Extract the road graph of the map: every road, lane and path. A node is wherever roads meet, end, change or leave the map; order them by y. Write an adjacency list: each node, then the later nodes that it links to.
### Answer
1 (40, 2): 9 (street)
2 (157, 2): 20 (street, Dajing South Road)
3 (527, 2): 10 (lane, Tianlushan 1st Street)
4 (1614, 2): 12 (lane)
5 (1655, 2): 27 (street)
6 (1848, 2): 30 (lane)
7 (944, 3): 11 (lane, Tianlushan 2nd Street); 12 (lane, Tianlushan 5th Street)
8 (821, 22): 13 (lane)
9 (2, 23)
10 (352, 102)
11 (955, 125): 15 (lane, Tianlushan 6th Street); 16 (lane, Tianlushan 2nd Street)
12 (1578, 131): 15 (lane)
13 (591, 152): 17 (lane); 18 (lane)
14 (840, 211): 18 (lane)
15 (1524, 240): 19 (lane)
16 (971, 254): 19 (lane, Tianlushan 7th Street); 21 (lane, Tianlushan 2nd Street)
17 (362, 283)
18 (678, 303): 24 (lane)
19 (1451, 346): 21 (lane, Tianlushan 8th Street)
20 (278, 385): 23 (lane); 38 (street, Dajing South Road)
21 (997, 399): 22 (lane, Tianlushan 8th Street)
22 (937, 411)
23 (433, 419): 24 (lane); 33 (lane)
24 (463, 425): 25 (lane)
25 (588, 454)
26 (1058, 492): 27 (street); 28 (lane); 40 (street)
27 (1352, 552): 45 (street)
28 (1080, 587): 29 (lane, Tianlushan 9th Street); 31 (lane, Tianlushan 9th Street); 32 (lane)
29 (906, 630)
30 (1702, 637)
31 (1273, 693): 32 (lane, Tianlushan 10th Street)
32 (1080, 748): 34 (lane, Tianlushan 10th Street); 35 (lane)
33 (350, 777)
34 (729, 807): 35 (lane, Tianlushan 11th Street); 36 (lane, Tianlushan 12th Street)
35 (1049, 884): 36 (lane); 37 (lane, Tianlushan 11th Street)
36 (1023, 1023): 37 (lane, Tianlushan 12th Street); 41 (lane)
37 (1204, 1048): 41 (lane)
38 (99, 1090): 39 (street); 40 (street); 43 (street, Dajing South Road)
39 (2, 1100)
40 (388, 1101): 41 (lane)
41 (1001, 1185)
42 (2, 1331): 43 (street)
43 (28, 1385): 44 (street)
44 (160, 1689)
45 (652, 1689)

__________

PROBLEM DETAILS: Set the listing down again in full, exactly as it was given.

EXPECTED ANSWER:
Extract the road graph of the map: every road, lane and path. A node is wherever roads meet, end, change or leave the map; order them by y. Write an adjacency list: each node, then the later nodes that it links to.
### Answer
1 (40, 2): 9 (street)
2 (157, 2): 20 (street, Dajing South Road)
3 (527, 2): 10 (lane, Tianlushan 1st Street)
4 (1614, 2): 12 (lane)
5 (1655, 2): 27 (street)
6 (1848, 2): 30 (lane)
7 (944, 3): 11 (lane, Tianlushan 2nd Street); 12 (lane, Tianlushan 5th Street)
8 (821, 22): 13 (lane)
9 (2, 23)
10 (352, 102)
11 (955, 125): 15 (lane, Tianlushan 6th Street); 16 (lane, Tianlushan 2nd Street)
12 (1578, 131): 15 (lane)
13 (591, 152): 17 (lane); 18 (lane)
14 (840, 211): 18 (lane)
15 (1524, 240): 19 (lane)
16 (971, 254): 19 (lane, Tianlushan 7th Street); 21 (lane, Tianlushan 2nd Street)
17 (362, 283)
18 (678, 303): 24 (lane)
19 (1451, 346): 21 (lane, Tianlushan 8th Street)
20 (278, 385): 23 (lane); 38 (street, Dajing South Road)
21 (997, 399): 22 (lane, Tianlushan 8th Street)
22 (937, 411)
23 (433, 419): 24 (lane); 33 (lane)
24 (463, 425): 25 (lane)
25 (588, 454)
26 (1058, 492): 27 (street); 28 (lane); 40 (street)
27 (1352, 552): 45 (street)
28 (1080, 587): 29 (lane, Tianlushan 9th Street); 31 (lane, Tianlushan 9th Street); 32 (lane)
29 (906, 630)
30 (1702, 637)
31 (1273, 693): 32 (lane, Tianlushan 10th Street)
32 (1080, 748): 34 (lane, Tianlushan 10th Street); 35 (lane)
33 (350, 777)
34 (729, 807): 35 (lane, Tianlushan 11th Street); 36 (lane, Tianlushan 12th Street)
35 (1049, 884): 36 (lane); 37 (lane, Tianlushan 11th Street)
36 (1023, 1023): 37 (lane, Tianlushan 12th Street); 41 (lane)
37 (1204, 1048): 41 (lane)
38 (99, 1090): 39 (street); 40 (street); 43 (street, Dajing South Road)
39 (2, 1100)
40 (388, 1101): 41 (lane)
41 (1001, 1185)
42 (2, 1331): 43 (street)
43 (28, 1385): 44 (street)
44 (160, 1689)
45 (652, 1689)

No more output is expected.